**WORK INSTRUCTION:** If a line in the listing below has the string "down", copy it out.
Start of RECORDS
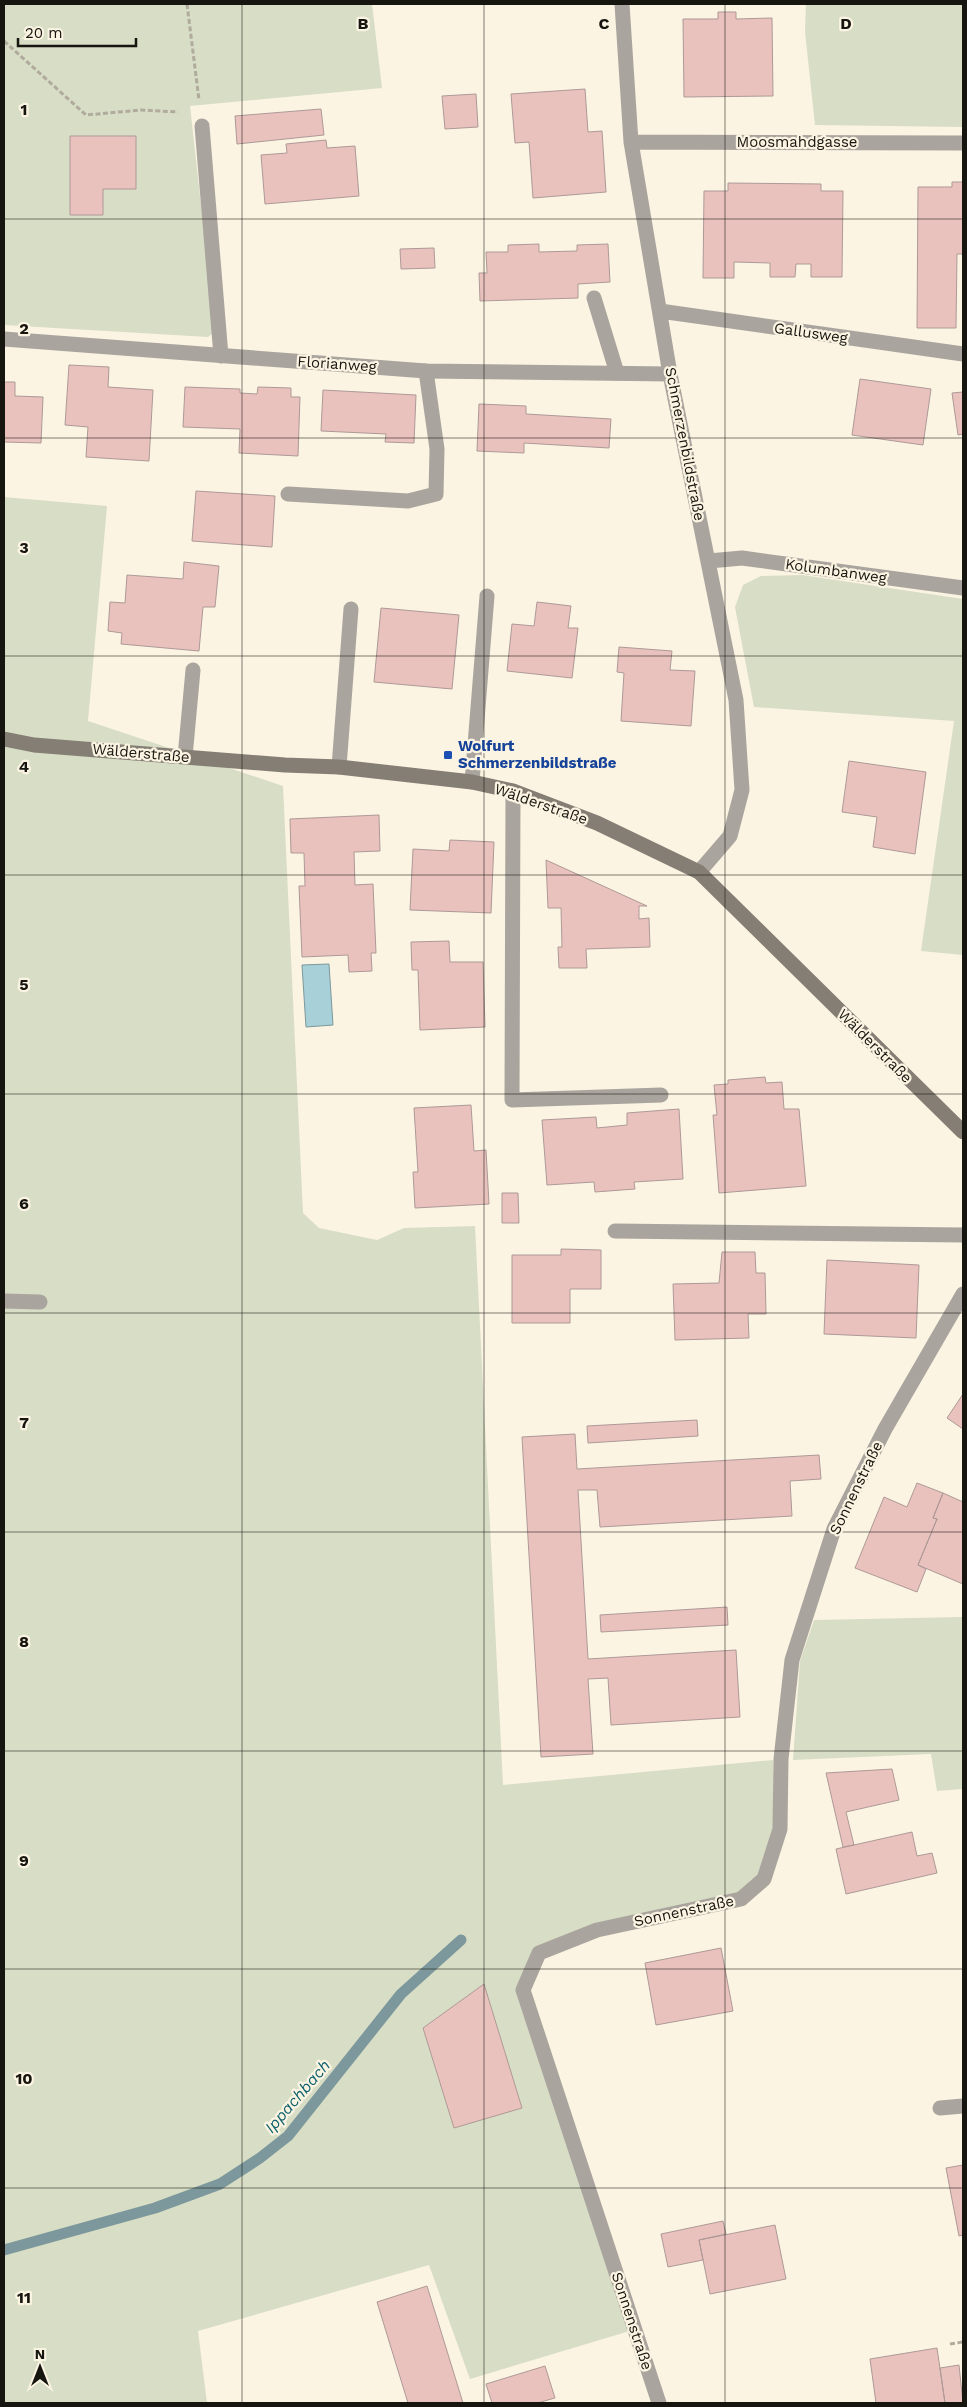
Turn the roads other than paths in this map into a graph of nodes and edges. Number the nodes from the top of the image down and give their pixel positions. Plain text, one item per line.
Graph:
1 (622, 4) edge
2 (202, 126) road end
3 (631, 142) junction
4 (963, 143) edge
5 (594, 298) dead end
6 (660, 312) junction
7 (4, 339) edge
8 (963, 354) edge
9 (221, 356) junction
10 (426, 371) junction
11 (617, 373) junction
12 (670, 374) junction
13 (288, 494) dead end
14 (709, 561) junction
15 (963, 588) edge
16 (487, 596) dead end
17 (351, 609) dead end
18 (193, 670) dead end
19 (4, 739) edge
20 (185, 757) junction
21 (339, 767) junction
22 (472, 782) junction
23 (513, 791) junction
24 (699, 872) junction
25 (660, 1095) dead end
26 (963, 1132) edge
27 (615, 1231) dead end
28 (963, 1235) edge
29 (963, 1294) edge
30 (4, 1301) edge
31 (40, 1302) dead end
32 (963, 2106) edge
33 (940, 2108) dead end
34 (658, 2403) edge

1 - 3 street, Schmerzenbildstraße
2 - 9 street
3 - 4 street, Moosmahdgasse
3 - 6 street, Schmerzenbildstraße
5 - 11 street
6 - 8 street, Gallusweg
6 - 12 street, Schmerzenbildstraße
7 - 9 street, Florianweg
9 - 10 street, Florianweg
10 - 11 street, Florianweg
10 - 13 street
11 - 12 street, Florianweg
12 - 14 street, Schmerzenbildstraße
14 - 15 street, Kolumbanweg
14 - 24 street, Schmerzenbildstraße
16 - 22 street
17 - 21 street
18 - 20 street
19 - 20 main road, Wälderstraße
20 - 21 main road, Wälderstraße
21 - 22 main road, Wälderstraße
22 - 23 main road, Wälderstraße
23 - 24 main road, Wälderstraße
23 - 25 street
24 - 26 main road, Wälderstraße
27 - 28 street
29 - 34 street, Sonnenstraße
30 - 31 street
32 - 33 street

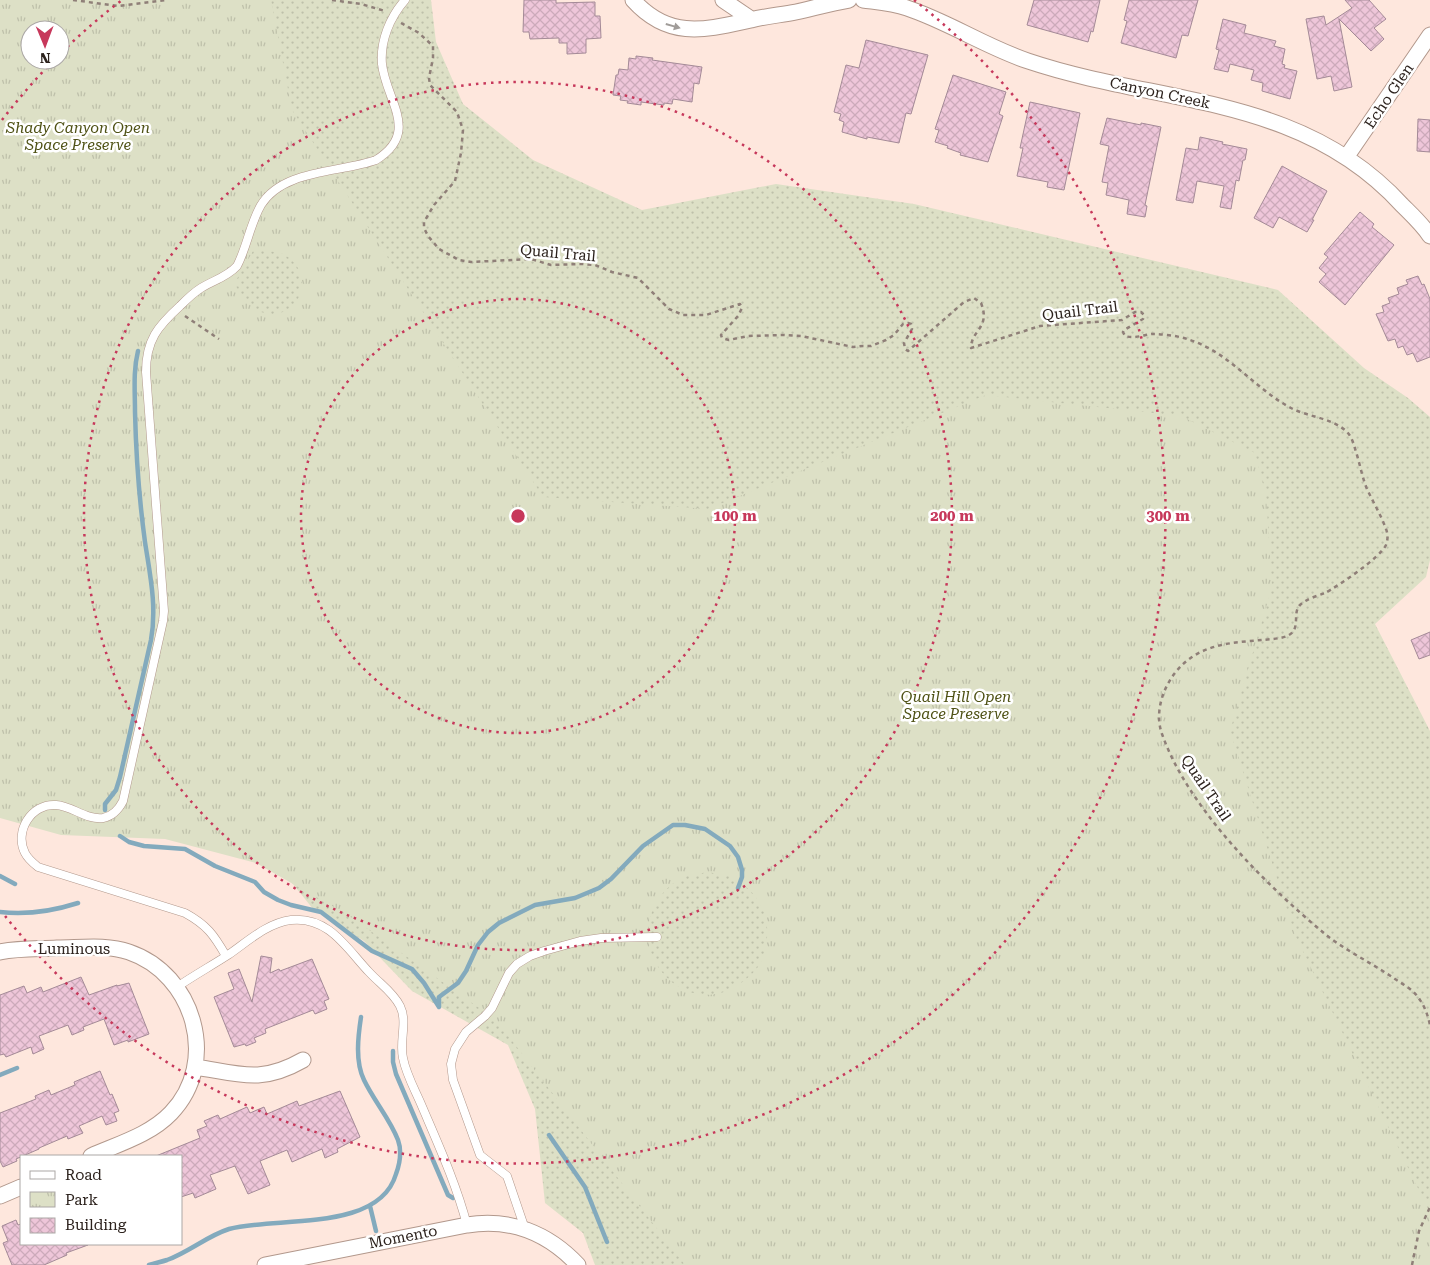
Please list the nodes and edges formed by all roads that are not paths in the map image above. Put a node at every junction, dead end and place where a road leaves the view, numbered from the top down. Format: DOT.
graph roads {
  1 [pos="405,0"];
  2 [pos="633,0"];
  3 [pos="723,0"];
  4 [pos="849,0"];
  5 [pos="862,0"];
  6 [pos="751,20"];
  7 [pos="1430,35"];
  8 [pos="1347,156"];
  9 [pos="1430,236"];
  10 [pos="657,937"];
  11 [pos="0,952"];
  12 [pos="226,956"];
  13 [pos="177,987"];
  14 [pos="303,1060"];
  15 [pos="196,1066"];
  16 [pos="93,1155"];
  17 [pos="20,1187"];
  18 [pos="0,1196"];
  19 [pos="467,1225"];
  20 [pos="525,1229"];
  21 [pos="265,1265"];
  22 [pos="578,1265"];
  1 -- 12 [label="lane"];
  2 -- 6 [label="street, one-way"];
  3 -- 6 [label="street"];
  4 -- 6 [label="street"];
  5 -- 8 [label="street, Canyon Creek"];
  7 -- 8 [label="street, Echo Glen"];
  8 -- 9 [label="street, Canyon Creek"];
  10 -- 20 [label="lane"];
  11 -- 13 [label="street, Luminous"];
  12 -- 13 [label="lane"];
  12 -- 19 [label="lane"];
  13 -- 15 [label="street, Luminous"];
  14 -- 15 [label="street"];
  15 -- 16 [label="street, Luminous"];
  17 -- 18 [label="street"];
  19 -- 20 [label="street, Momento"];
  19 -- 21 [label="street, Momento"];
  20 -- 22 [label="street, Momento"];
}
End of RECORDS
**SOLUTION BELOW:**
Turn the roads other than paths in this map into a graph of nodes and edges. Number the nodes from the top of the image down and give their pixel positions. Plain text, one item per line.
Please list the nodes and edges formed by all roads that are not paths in the map image above. Put a node at every junction, dead end and place where a road leaves the view, numbered from the top down. Format: DOT.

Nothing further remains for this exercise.